Auf langen, eher gemäßigten Anstiegen in den Alpen hätte auch ich wohl kein Problem - aber trotzdem bin ich unzufrieden.
Ich habe noch nie so viel an einem Bike herumgemessen und mit anderen Geometrien verglichen. Es passte und war gut.
Mit dem Pfadfinder M leider nicht.


----------



## Troiana (24. April 2005)

Ich würde ja berichten wie ich mit einem Pfadfinder in L und einer Minute 1:00 den Teufelsberg hochkomme (z.B. die Skipiste zur Radarstation), ich kann mein Rad nur leider nicht fahren, da ich nicht weiß wie man den Dämpfer einbaut, d.h. ich weiß nicht ob ich die Schwinge zerlegen um den Dämpfer einzubauen oder ob es einen einfachen Trick gibt. 

Gruß 
Troiana


----------



## SLichti (24. April 2005)

@Uffe
vielleicht wäre der ´L´ - Rahmen doch besser gewesen...
Aber ohne Test is das halt nix, leider.

Bist Du zufällig nächstes WE am Lago zum Festival ? Da weiss ich von nem L-PF-Fahrer, da könntest Du mal vielleicht drüber stehen.

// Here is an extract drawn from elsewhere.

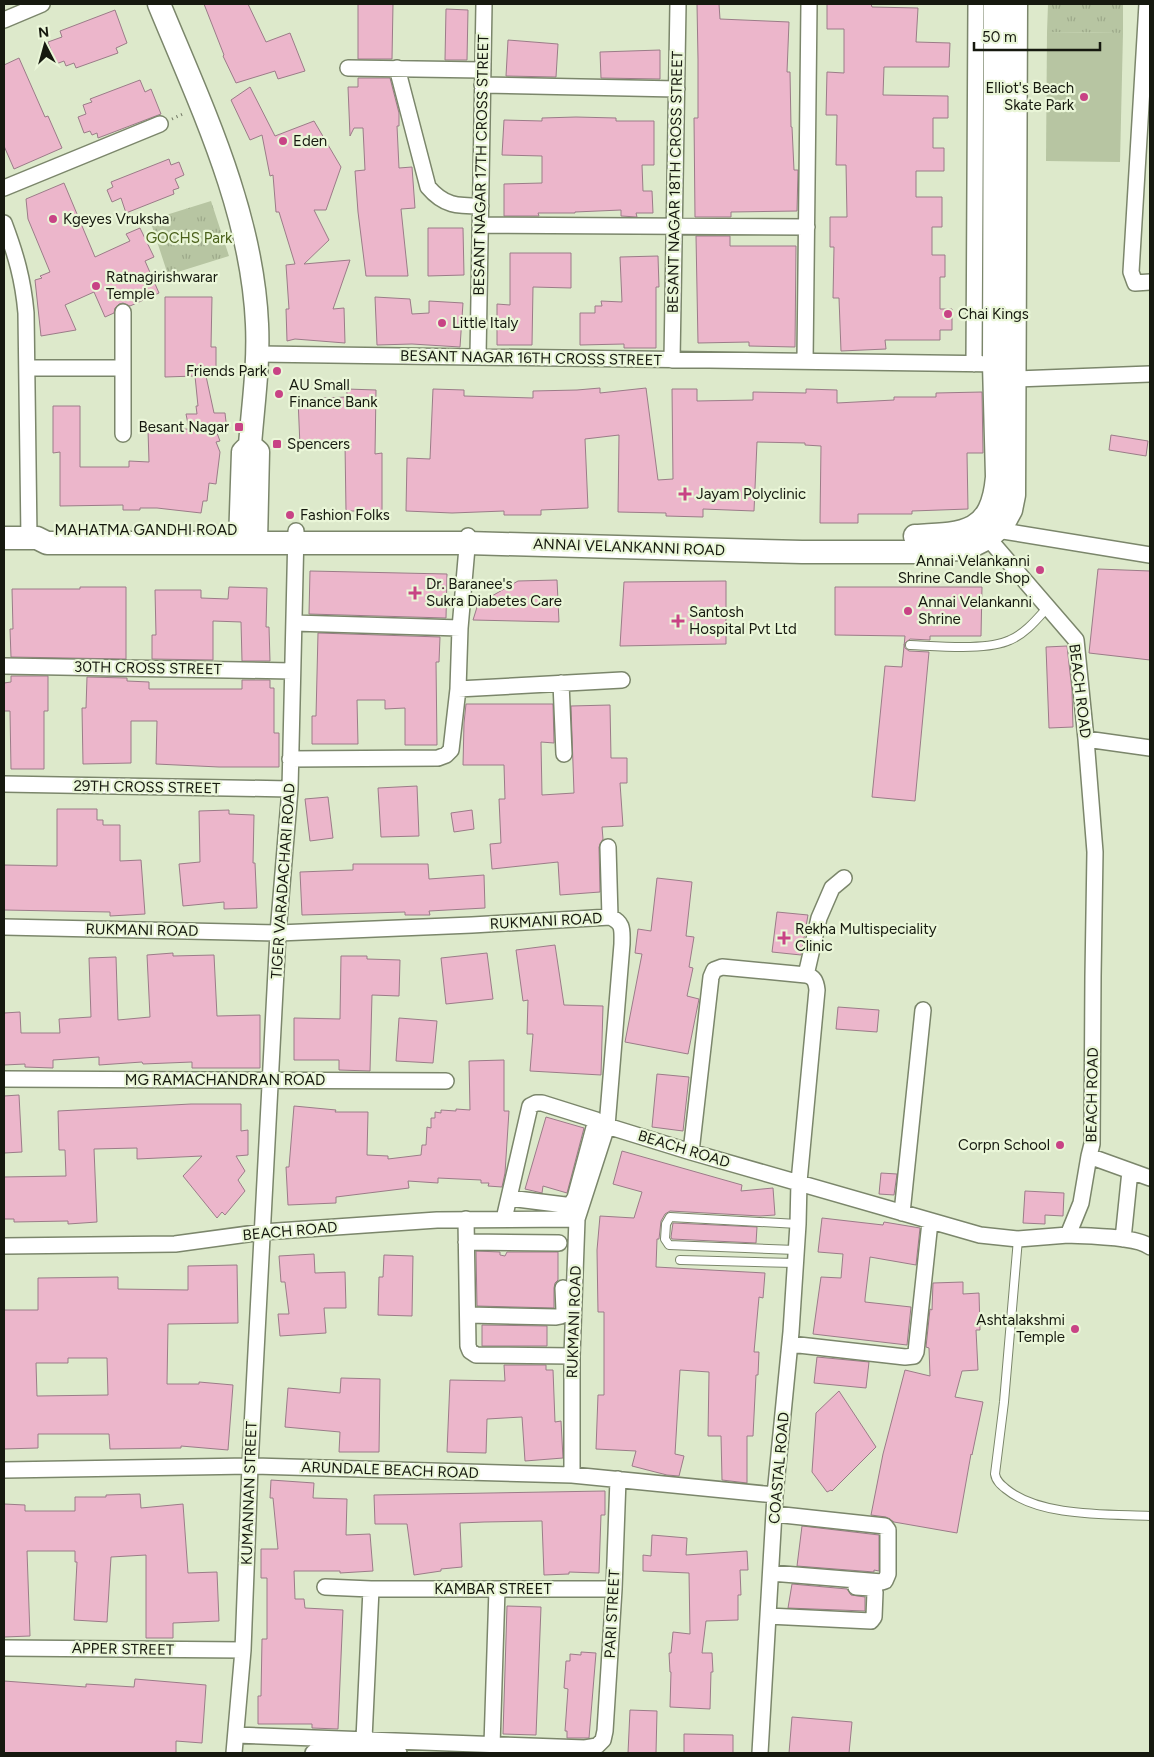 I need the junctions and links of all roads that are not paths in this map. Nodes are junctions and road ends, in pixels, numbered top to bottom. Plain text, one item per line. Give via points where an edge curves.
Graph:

Du bist dann zwar immer noch im Besitz des M-Rahmens aber hättest zumindest die Gewissheit...


Gruß
Stefan


----------



## uffe (24. April 2005)

Troiana schrieb:
			
		

> Ich würde ja berichten wie ich mit einem Pfadfinder in L und einer Minute 1:00 den Teufelsberg hochkomme (z.B. die Skipiste zur Radarstation), ich kann mein Rad nur leider nicht fahren, da ich nicht weiß wie man den Dämpfer einbaut, d.h. ich weiß nicht ob ich die Schwinge zerlegen um den Dämpfer einzubauen oder ob es einen einfachen Trick gibt.
> 
> Gruß
> Troiana



Hi Troiana,

die Skipiste hoch wäre verdammt sportlich! Das habe ich mir noch nie angetan, die bolze ich immer nur runter   
Zum Dämpfereinbau habe ich in Deinen Thread gepostet.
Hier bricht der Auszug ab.